Pregnant Alien Minor Has Due Process Right To Elective Abortion, D.C. Circuit Says
"Border authorities, immigration officials and HHS [the U.S. Department of Health and Human Services] itself would be well served to know ex ante whether pregnant alien minors who come to the United States in search of an abortion are constitutionally entitled to one. And under today's decision, pregnant alien minors the world around seeking elective abortions will be on notice that they should make the trip. (footnote omitted)
— Judge Henderson, dissenting from en banc opinion of the U.S. Court of Appeals for the D.C. Circuit in Garza v. Hargan, 874 F.3d 735 (D.C. Cir. October 24, 2017).
By Catherine Park
The constitutional question may be decided by the U.S. Supreme Court ultimately, but the Government refused to take a position on the question in the federal district court or the federal appeals court, while the plaintiff's motion for a temporary restraining order ("TRO") was being decided:
[T]he district court repeatedly pressed the government about whether J.D. ["Jane Doe"] has a constitutional right to an abortion. The government emphasized that it was "not taking a … position" but was "not going to give [the court] a concession" either. Garza, supra, at 744 (Henderson, J., dissenting).

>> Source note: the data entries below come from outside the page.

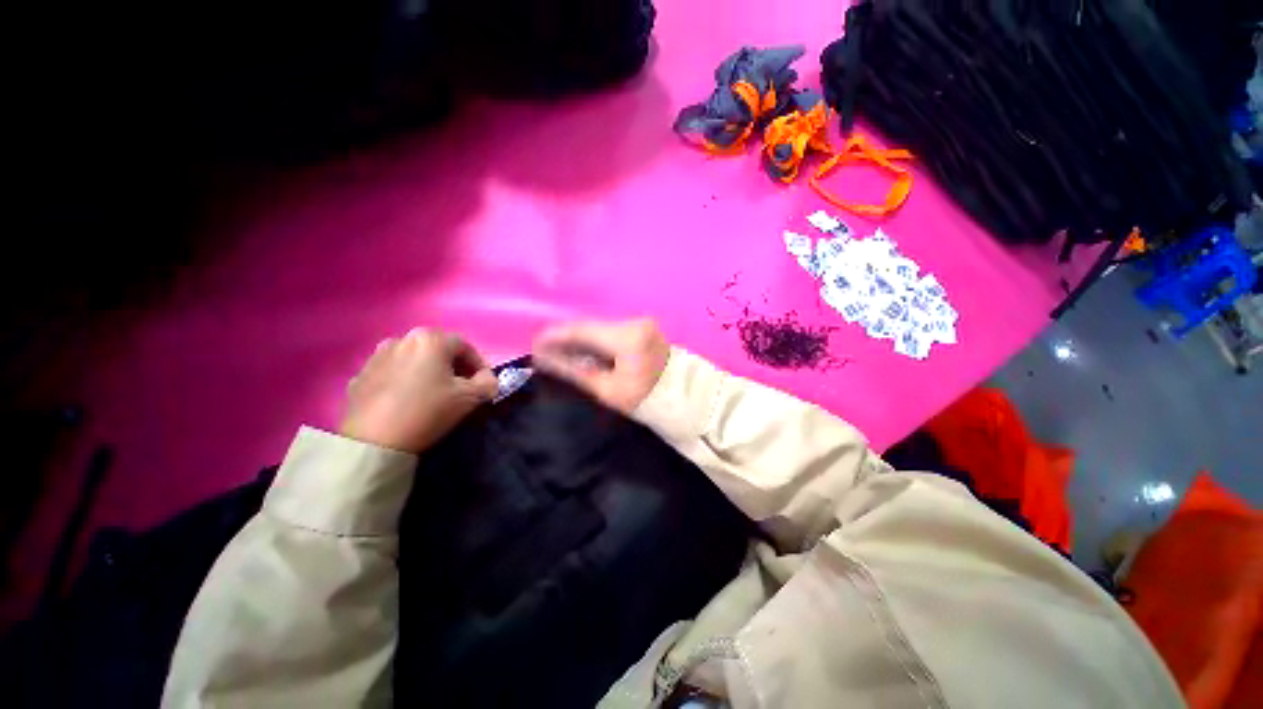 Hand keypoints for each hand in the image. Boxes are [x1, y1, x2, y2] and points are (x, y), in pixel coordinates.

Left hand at [341, 328, 498, 452]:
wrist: (375, 441)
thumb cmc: (429, 411)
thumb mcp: (471, 398)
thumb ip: (489, 383)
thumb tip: (488, 379)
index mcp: (430, 339)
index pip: (465, 346)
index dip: (479, 365)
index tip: (484, 384)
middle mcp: (401, 339)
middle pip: (437, 350)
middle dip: (453, 367)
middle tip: (460, 388)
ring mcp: (376, 357)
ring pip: (413, 360)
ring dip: (427, 372)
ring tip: (432, 394)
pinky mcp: (359, 376)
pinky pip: (391, 373)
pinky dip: (403, 381)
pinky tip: (407, 401)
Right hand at [531, 318, 669, 413]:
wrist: (681, 397)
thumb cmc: (644, 400)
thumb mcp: (606, 390)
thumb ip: (574, 371)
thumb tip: (544, 359)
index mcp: (627, 338)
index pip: (583, 330)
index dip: (556, 336)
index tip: (535, 345)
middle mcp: (634, 323)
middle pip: (591, 326)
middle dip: (566, 338)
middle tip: (545, 350)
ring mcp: (641, 323)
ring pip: (600, 327)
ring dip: (580, 338)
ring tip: (561, 352)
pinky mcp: (643, 327)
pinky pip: (611, 330)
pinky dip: (596, 339)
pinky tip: (583, 349)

After the district court granted a TRO requiring the government to permit the pregnant minor (detained by the federal government because of unlawful presence) to be transported to an abortion provider for the procedure:
The government appealed the TRO to this [federal appeals] Court and sought a stay pending appeal. At oral argument, the government repeatedly stated that it takes no position on whether J.D. has a constitutional right to an abortion, (citation omitted), and that it instead "assume[s] for the purposes of … argument" that she has such a right, (citation omitted). Garza, supra, at 744 (Henderson, J., dissenting).

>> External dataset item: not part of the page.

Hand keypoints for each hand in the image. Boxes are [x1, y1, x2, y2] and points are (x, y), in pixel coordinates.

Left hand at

Under insistent pressure to state whether the government was "waiving" the issue, counsel for the government said yes in the heat of the moment. (citation omitted) But the next moment, when reminded of the difference between forfeiture and waiver—a distinction that lawyers often overlook or misunderstand, cf. Kontrick v. Ryan, 540 U.S. 443, 458 n.13 (2004) (even "jurists often use the words interchangeably")—counsel effectively retracted the foregoing statement, saying she was "not authorized to take a position" on whether J.D. has a constitutional right to an abortion, (citation omitted). Garza, supra, at 744 n.3 (Henderson, J., dissenting).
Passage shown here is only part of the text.